**Your objective**
Only lines holding the word "italic" are needed; copy each of them from the material.

_ _ _ _ _

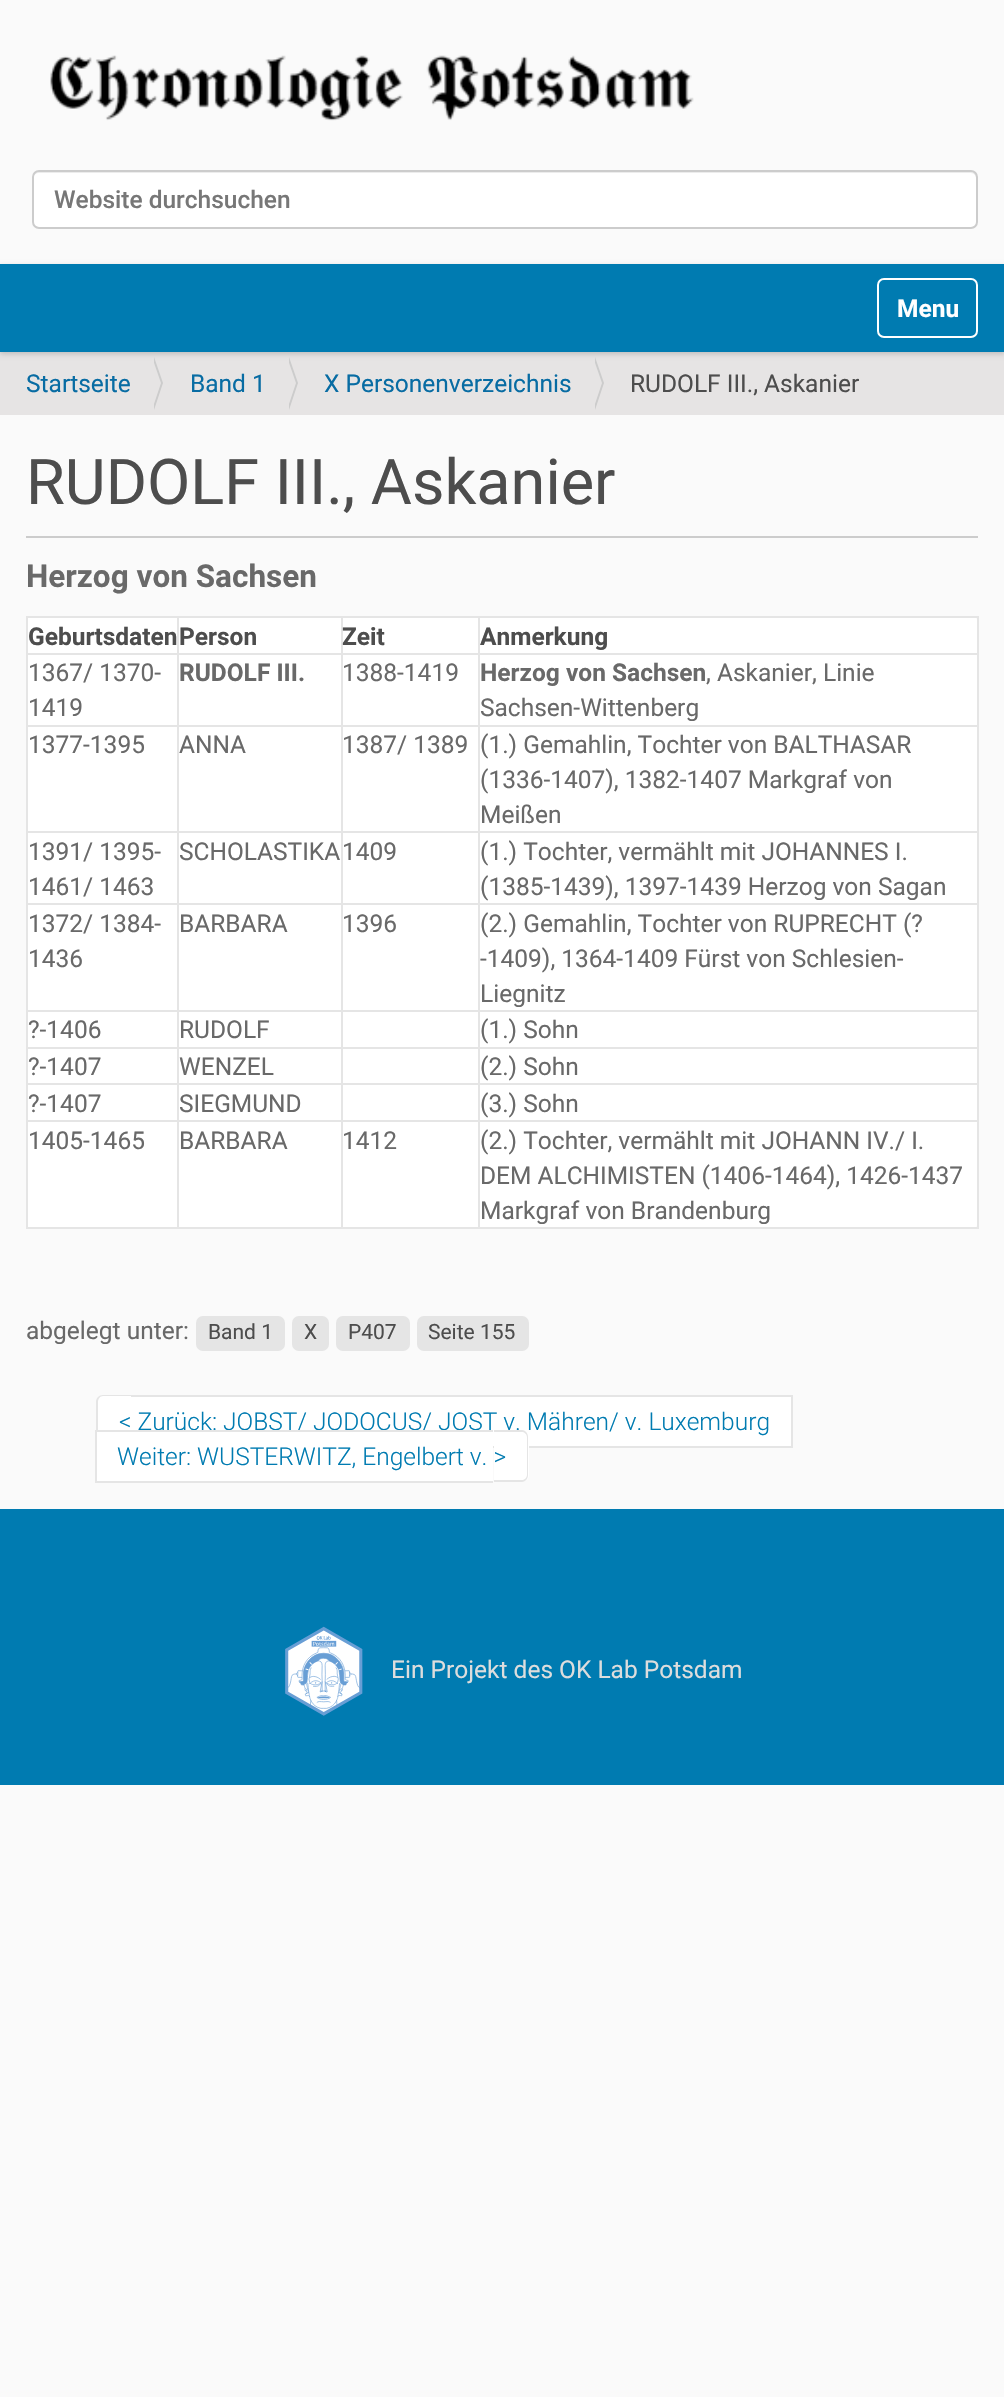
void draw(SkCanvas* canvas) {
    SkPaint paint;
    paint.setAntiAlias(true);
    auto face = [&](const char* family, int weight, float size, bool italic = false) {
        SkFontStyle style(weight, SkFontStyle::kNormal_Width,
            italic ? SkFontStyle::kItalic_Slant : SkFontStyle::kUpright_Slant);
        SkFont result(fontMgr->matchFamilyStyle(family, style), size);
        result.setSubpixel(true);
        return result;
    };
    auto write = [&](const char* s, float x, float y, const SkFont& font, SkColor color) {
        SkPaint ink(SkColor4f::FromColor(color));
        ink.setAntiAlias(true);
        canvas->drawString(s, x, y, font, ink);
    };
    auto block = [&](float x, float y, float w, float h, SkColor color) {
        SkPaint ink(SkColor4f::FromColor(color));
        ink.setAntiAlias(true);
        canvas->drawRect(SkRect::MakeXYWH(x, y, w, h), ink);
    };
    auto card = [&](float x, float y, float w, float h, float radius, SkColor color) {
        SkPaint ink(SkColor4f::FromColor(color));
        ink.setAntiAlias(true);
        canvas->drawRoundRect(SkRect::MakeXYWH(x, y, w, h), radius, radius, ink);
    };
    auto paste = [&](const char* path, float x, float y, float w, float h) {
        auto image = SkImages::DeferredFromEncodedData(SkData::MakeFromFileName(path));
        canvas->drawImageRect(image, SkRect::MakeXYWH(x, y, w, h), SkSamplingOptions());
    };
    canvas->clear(SkColorSetRGB(250, 250, 250));
    paste("pic1.png", 50, 55, 644, 66);
    card(32, 170, 946, 59, 7, SK_ColorWHITE);
    paint.setColor(SkColorSetRGB(236, 236, 236));
    canvas->drawPath(SkPathBuilder().moveTo(38, 173).lineTo(971, 173).cubicTo(974, 173, 976, 176, 976, 178).lineTo(976, 224).lineTo(975, 227).cubicTo(976, 226, 977, 224, 977, 223).lineTo(977, 177).cubicTo(977, 174, 975, 172, 972, 172).lineTo(38, 172).cubicTo(35, 172, 33, 174, 33, 177).lineTo(33, 178).cubicTo(33, 176, 36, 173, 38, 173).close().detach(), paint);
    paint.setStyle(SkPaint::kStroke_Style);
    paint.setStrokeWidth(2);
    paint.setColor(SkColorSetRGB(204, 204, 204));
    canvas->drawRoundRect(SkRect::MakeXYWH(33, 171, 944, 57), 6, 6, paint);
    auto kFont1 = face("Roboto", 500, 24.5f);
    write("Website durchsuchen", 54, 208, kFont1, SkColorSetRGB(119, 119, 119));
    block(0, 352, 1004, 63, SkColorSetRGB(230, 228, 228));
    paint.setStyle(SkPaint::kFill_Style);
    paint.setColor(SkColorSetARGB(43, 0, 0, 0));
    paint.setMaskFilter(SkMaskFilter::MakeBlur(kNormal_SkBlurStyle, 2.5f));
    canvas->drawRect(SkRect::MakeXYWH(0, 266, 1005, 88), paint);
    paint.setMaskFilter(nullptr);
    block(0, 264, 1004, 88, SkColorSetRGB(0, 123, 177));
    paint.setStyle(SkPaint::kStroke_Style);
    paint.setColor(SK_ColorWHITE);
    canvas->drawRoundRect(SkRect::MakeXYWH(878, 279, 99, 58), 6, 6, paint);
    auto kFont2 = face("Roboto", 700, 24.5f);
    write("Menu", 897, 317, kFont2, SK_ColorWHITE);
    auto kFont3 = face("Roboto", 400, 24.5f);
    write("Startseite", 26, 392, kFont3, SkColorSetRGB(8, 108, 163));
    paint.setStyle(SkPaint::kFill_Style);
    paint.setColor(SkColorSetRGB(204, 204, 204));
    canvas->drawPath(SkPathBuilder().moveTo(154, 410).lineTo(154, 357).lineTo(163, 383).close().detach(), paint);
    paint.setColor(SkColorSetRGB(230, 228, 228));
    canvas->drawPath(SkPathBuilder().moveTo(152, 410).lineTo(152, 357).lineTo(161, 383).close().detach(), paint);
    write("Band 1", 190, 392, kFont3, SkColorSetRGB(8, 108, 163));
    paint.setColor(SkColorSetRGB(204, 204, 204));
    canvas->drawPath(SkPathBuilder().moveTo(289, 410).lineTo(289, 357).lineTo(298, 383).close().detach(), paint);
    paint.setColor(SkColorSetRGB(230, 228, 228));
    canvas->drawPath(SkPathBuilder().moveTo(287, 410).lineTo(287, 357).lineTo(296, 383).close().detach(), paint);
    write("X Personenverzeichnis", 324, 392, kFont3, SkColorSetRGB(8, 108, 163));
    paint.setColor(SkColorSetRGB(204, 204, 204));
    canvas->drawPath(SkPathBuilder().moveTo(595, 410).lineTo(595, 357).lineTo(604, 383).close().detach(), paint);
    paint.setColor(SkColorSetRGB(230, 228, 228));
    canvas->drawPath(SkPathBuilder().moveTo(593, 410).lineTo(593, 357).lineTo(602, 383).close().detach(), paint);
    write("RUDOLF III., Askanier", 630, 392, kFont3, SkColorSetRGB(77, 77, 77));
    block(26, 536, 952, 2, SkColorSetRGB(204, 204, 204));
    auto kFont4 = face("Roboto", 400, 63);
    write("RUDOLF III., Askanier", 26, 504, kFont4, SkColorSetRGB(77, 77, 77));
    auto kFont5 = face("Roboto", 700, 31.5f);
    write("Herzog von Sachsen", 26, 587, kFont5, SkColorSetRGB(105, 105, 105));
    card(26, 616, 952, 613, 7, SK_ColorWHITE);
    block(26, 616, 952, 2, SkColorSetRGB(229, 229, 229));
    block(977, 616, 2, 613, SkColorSetRGB(229, 229, 229));
    block(26, 1227, 952, 2, SkColorSetRGB(229, 229, 229));
    block(26, 616, 2, 613, SkColorSetRGB(229, 229, 229));
    write("Geburtsdaten", 28, 645, kFont2, SkColorSetRGB(77, 77, 77));
    block(478, 653, 500, 2, SkColorSetRGB(229, 229, 229));
    block(478, 725, 500, 2, SkColorSetRGB(229, 229, 229));
    block(478, 831, 500, 2, SkColorSetRGB(229, 229, 229));
    block(478, 903, 500, 2, SkColorSetRGB(229, 229, 229));
    block(478, 1010, 500, 2, SkColorSetRGB(229, 229, 229));
    block(478, 1047, 500, 2, SkColorSetRGB(229, 229, 229));
    block(478, 1083, 500, 2, SkColorSetRGB(229, 229, 229));
    block(478, 1120, 500, 2, SkColorSetRGB(229, 229, 229));
    block(478, 1120, 2, 109, SkColorSetRGB(229, 229, 229));
    block(341, 1120, 139, 2, SkColorSetRGB(229, 229, 229));
    block(478, 1083, 2, 39, SkColorSetRGB(229, 229, 229));
    block(341, 1083, 139, 2, SkColorSetRGB(229, 229, 229));
    block(478, 1047, 2, 38, SkColorSetRGB(229, 229, 229));
    block(341, 1047, 139, 2, SkColorSetRGB(229, 229, 229));
    block(478, 1010, 2, 38, SkColorSetRGB(229, 229, 229));
    block(341, 1010, 139, 2, SkColorSetRGB(229, 229, 229));
    block(478, 903, 2, 109, SkColorSetRGB(229, 229, 229));
    block(341, 903, 139, 2, SkColorSetRGB(229, 229, 229));
    block(478, 831, 2, 74, SkColorSetRGB(229, 229, 229));
    block(341, 831, 139, 2, SkColorSetRGB(229, 229, 229));
    block(478, 725, 2, 108, SkColorSetRGB(229, 229, 229));
    block(341, 725, 139, 2, SkColorSetRGB(229, 229, 229));
    block(478, 653, 2, 73, SkColorSetRGB(229, 229, 229));
    block(341, 653, 139, 2, SkColorSetRGB(229, 229, 229));
    block(341, 1120, 2, 109, SkColorSetRGB(229, 229, 229));
    block(177, 1120, 166, 2, SkColorSetRGB(229, 229, 229));
    block(341, 1083, 2, 39, SkColorSetRGB(229, 229, 229));
    block(177, 1083, 166, 2, SkColorSetRGB(229, 229, 229));
    block(341, 1047, 2, 38, SkColorSetRGB(229, 229, 229));
    block(177, 1047, 166, 2, SkColorSetRGB(229, 229, 229));
    block(341, 1010, 2, 38, SkColorSetRGB(229, 229, 229));
    block(177, 1010, 166, 2, SkColorSetRGB(229, 229, 229));
    block(341, 903, 2, 109, SkColorSetRGB(229, 229, 229));
    block(177, 903, 166, 2, SkColorSetRGB(229, 229, 229));
    block(341, 831, 2, 74, SkColorSetRGB(229, 229, 229));
    block(177, 831, 166, 2, SkColorSetRGB(229, 229, 229));
    block(341, 725, 2, 108, SkColorSetRGB(229, 229, 229));
    block(177, 725, 166, 2, SkColorSetRGB(229, 229, 229));
    block(341, 653, 2, 73, SkColorSetRGB(229, 229, 229));
    block(177, 653, 166, 2, SkColorSetRGB(229, 229, 229));
    block(177, 1120, 2, 109, SkColorSetRGB(229, 229, 229));
    block(26, 1120, 153, 2, SkColorSetRGB(229, 229, 229));
    block(177, 1083, 2, 39, SkColorSetRGB(229, 229, 229));
    block(26, 1083, 153, 2, SkColorSetRGB(229, 229, 229));
    block(177, 1047, 2, 38, SkColorSetRGB(229, 229, 229));
    block(26, 1047, 153, 2, SkColorSetRGB(229, 229, 229));
    block(177, 1010, 2, 38, SkColorSetRGB(229, 229, 229));
    block(26, 1010, 153, 2, SkColorSetRGB(229, 229, 229));
    block(177, 903, 2, 109, SkColorSetRGB(229, 229, 229));
    block(26, 903, 153, 2, SkColorSetRGB(229, 229, 229));
    block(177, 831, 2, 74, SkColorSetRGB(229, 229, 229));
    block(26, 831, 153, 2, SkColorSetRGB(229, 229, 229));
    block(177, 725, 2, 108, SkColorSetRGB(229, 229, 229));
    block(26, 725, 153, 2, SkColorSetRGB(229, 229, 229));
    block(177, 653, 2, 73, SkColorSetRGB(229, 229, 229));
    block(26, 653, 153, 2, SkColorSetRGB(229, 229, 229));
    block(177, 616, 2, 39, SkColorSetRGB(229, 229, 229));
    write("Person", 179, 645, kFont2, SkColorSetRGB(77, 77, 77));
    block(341, 616, 2, 39, SkColorSetRGB(229, 229, 229));
    write("Zeit", 342, 645, kFont2, SkColorSetRGB(77, 77, 77));
    block(478, 616, 2, 39, SkColorSetRGB(229, 229, 229));
    write("Anmerkung", 480, 645, kFont2, SkColorSetRGB(77, 77, 77));
    write("1367/ 1370-", 28, 681, kFont3, SkColorSetRGB(105, 105, 105));
    write("1419", 28, 716, kFont3, SkColorSetRGB(105, 105, 105));
    write("RUDOLF III.", 179, 681, kFont2, SkColorSetRGB(105, 105, 105));
    write("1388-1419", 342, 681, kFont3, SkColorSetRGB(105, 105, 105));
    write("Herzog von Sachsen", 480, 681, kFont2, SkColorSetRGB(105, 105, 105));
    write(", Askanier, Linie", 706, 681, kFont3, SkColorSetRGB(105, 105, 105));
    write("Sachsen-Wittenberg", 480, 716, kFont3, SkColorSetRGB(105, 105, 105));
    write("1377-1395", 28, 753, kFont3, SkColorSetRGB(105, 105, 105));
    write("ANNA", 179, 753, kFont3, SkColorSetRGB(105, 105, 105));
    write("1387/ 1389", 342, 753, kFont3, SkColorSetRGB(105, 105, 105));
    write("(1.) Gemahlin, Tochter von BALTHASAR", 480, 753, kFont3, SkColorSetRGB(105, 105, 105));
    write("(1336-1407), 1382-1407 Markgraf von", 480, 788, kFont3, SkColorSetRGB(105, 105, 105));
    write("Meißen", 480, 823, kFont3, SkColorSetRGB(105, 105, 105));
    write("1391/ 1395-", 28, 860, kFont3, SkColorSetRGB(105, 105, 105));
    write("1461/ 1463", 28, 895, kFont3, SkColorSetRGB(105, 105, 105));
    write("SCHOLASTIKA", 179, 860, kFont3, SkColorSetRGB(105, 105, 105));
    write("1409", 342, 860, kFont3, SkColorSetRGB(105, 105, 105));
    write("(1.) Tochter, vermählt mit JOHANNES I.", 480, 860, kFont3, SkColorSetRGB(105, 105, 105));
    write("(1385-1439), 1397-1439 Herzog von Sagan", 480, 895, kFont3, SkColorSetRGB(105, 105, 105));
    write("1372/ 1384-", 28, 932, kFont3, SkColorSetRGB(105, 105, 105));
    write("1436", 28, 967, kFont3, SkColorSetRGB(105, 105, 105));
    write("BARBARA", 179, 932, kFont3, SkColorSetRGB(105, 105, 105));
    write("1396", 342, 932, kFont3, SkColorSetRGB(105, 105, 105));
    write("(2.) Gemahlin, Tochter von RUPRECHT (?", 480, 932, kFont3, SkColorSetRGB(105, 105, 105));
    write("-1409), 1364-1409 Fürst von Schlesien-", 480, 967, kFont3, SkColorSetRGB(105, 105, 105));
    write("Liegnitz", 480, 1002, kFont3, SkColorSetRGB(105, 105, 105));
    write("?-1406", 28, 1038, kFont3, SkColorSetRGB(105, 105, 105));
    write("RUDOLF", 179, 1038, kFont3, SkColorSetRGB(105, 105, 105));
    write("(1.) Sohn", 480, 1038, kFont3, SkColorSetRGB(105, 105, 105));
    write("?-1407", 28, 1075, kFont3, SkColorSetRGB(105, 105, 105));
    write("WENZEL", 179, 1075, kFont3, SkColorSetRGB(105, 105, 105));
    write("(2.) Sohn", 480, 1075, kFont3, SkColorSetRGB(105, 105, 105));
    write("?-1407", 28, 1112, kFont3, SkColorSetRGB(105, 105, 105));
    write("SIEGMUND", 179, 1112, kFont3, SkColorSetRGB(105, 105, 105));
    write("(3.) Sohn", 480, 1112, kFont3, SkColorSetRGB(105, 105, 105));
    write("1405-1465", 28, 1149, kFont3, SkColorSetRGB(105, 105, 105));
    write("BARBARA", 179, 1149, kFont3, SkColorSetRGB(105, 105, 105));
    write("1412", 342, 1149, kFont3, SkColorSetRGB(105, 105, 105));
    write("(2.) Tochter, vermählt mit JOHANN IV./ I.", 480, 1149, kFont3, SkColorSetRGB(105, 105, 105));
    write("DEM ALCHIMISTEN (1406-1464), 1426-1437", 480, 1184, kFont3, SkColorSetRGB(105, 105, 105));
    write("Markgraf von Brandenburg", 480, 1219, kFont3, SkColorSetRGB(105, 105, 105));
    write("abgelegt unter:", 26, 1339, kFont3, SkColorSetRGB(105, 105, 105));
    card(196, 1316, 89, 35, 7, SkColorSetRGB(229, 229, 229));
    auto kFont6 = face("Roboto", 400, 21);
    write("Band 1", 208, 1339, kFont6, SkColorSetRGB(77, 77, 77));
    card(292, 1316, 37, 35, 7, SkColorSetRGB(229, 229, 229));
    write("X", 304, 1339, kFont6, SkColorSetRGB(77, 77, 77));
    card(336, 1316, 74, 35, 7, SkColorSetRGB(229, 229, 229));
    write("P407", 348, 1339, kFont6, SkColorSetRGB(77, 77, 77));
    card(417, 1316, 112, 35, 7, SkColorSetRGB(229, 229, 229));
    write("Seite 155", 428, 1339, kFont6, SkColorSetRGB(77, 77, 77));
    paint.setColor(SK_ColorWHITE);
    canvas->drawPath(SkPathBuilder().moveTo(103, 1395).lineTo(131, 1395).lineTo(131, 1447).lineTo(103, 1447).cubicTo(99, 1447, 96, 1444, 96, 1440).lineTo(96, 1402).cubicTo(96, 1398, 99, 1395, 103, 1395).close().detach(), paint);
    paint.setColor(SkColorSetRGB(229, 229, 229));
    canvas->drawPath(SkPathBuilder(SkPathFillType::kEvenOdd).moveTo(103, 1395).lineTo(131, 1395).lineTo(131, 1447).lineTo(103, 1447).cubicTo(99, 1447, 96, 1444, 96, 1440).lineTo(96, 1402).cubicTo(96, 1398, 99, 1395, 103, 1395).close().moveTo(103, 1396).lineTo(131, 1396).lineTo(131, 1446).lineTo(103, 1446).cubicTo(100, 1446, 98, 1443, 98, 1440).lineTo(98, 1402).cubicTo(98, 1399, 100, 1396, 103, 1396).close().detach(), paint);
    block(131, 1395, 7, 35, SK_ColorWHITE);
    block(138, 1397, 653, 49, SK_ColorWHITE);
    auto kFont7 = face("Roboto", 300, 24.5f);
    write("< Zurück: JOBST/ JODOCUS/ JOST v. Mähren/ v. Luxemburg", 119, 1430, kFont7, SkColorSetRGB(0, 123, 177));
    block(131, 1395, 662, 2, SkColorSetRGB(229, 229, 229));
    block(791, 1395, 2, 52, SkColorSetRGB(229, 229, 229));
    block(493, 1446, 300, 2, SkColorSetRGB(229, 229, 229));
    block(97, 1432, 391, 49, SK_ColorWHITE);
    block(488, 1446, 5, 36, SK_ColorWHITE);
    paint.setColor(SK_ColorWHITE);
    canvas->drawPath(SkPathBuilder().moveTo(494, 1430).lineTo(522, 1430).cubicTo(526, 1430, 529, 1433, 529, 1437).lineTo(529, 1475).cubicTo(529, 1479, 526, 1482, 522, 1482).lineTo(494, 1482).close().detach(), paint);
    paint.setColor(SkColorSetRGB(229, 229, 229));
    canvas->drawPath(SkPathBuilder(SkPathFillType::kEvenOdd).moveTo(494, 1430).lineTo(522, 1430).cubicTo(525, 1430, 528, 1433, 528, 1437).lineTo(528, 1475).cubicTo(528, 1479, 525, 1482, 522, 1482).lineTo(494, 1482).close().moveTo(494, 1432).lineTo(522, 1432).cubicTo(524, 1432, 527, 1434, 527, 1437).lineTo(527, 1475).cubicTo(527, 1478, 524, 1480, 522, 1480).lineTo(494, 1480).close().detach(), paint);
    write("Weiter: WUSTERWITZ, Engelbert v. >", 117, 1465, kFont7, SkColorSetRGB(0, 123, 177));
    block(95, 1430, 398, 2, SkColorSetRGB(229, 229, 229));
    block(95, 1481, 393, 2, SkColorSetRGB(229, 229, 229));
    block(95, 1430, 2, 52, SkColorSetRGB(229, 229, 229));
    block(488, 1481, 5, 2, SkColorSetRGB(229, 229, 229));
    block(0, 1509, 1004, 276, SkColorSetRGB(0, 123, 177));
    paste("pic2.png", 285, 1626, 78, 90);
    write("Ein Projekt des OK Lab Potsdam", 391, 1678, kFont3, SkColorSetRGB(221, 221, 221));
}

_ _ _ _ _

**Task response**
    auto face = [&](const char* family, int weight, float size, bool italic = false) {
            italic ? SkFontStyle::kItalic_Slant : SkFontStyle::kUpright_Slant);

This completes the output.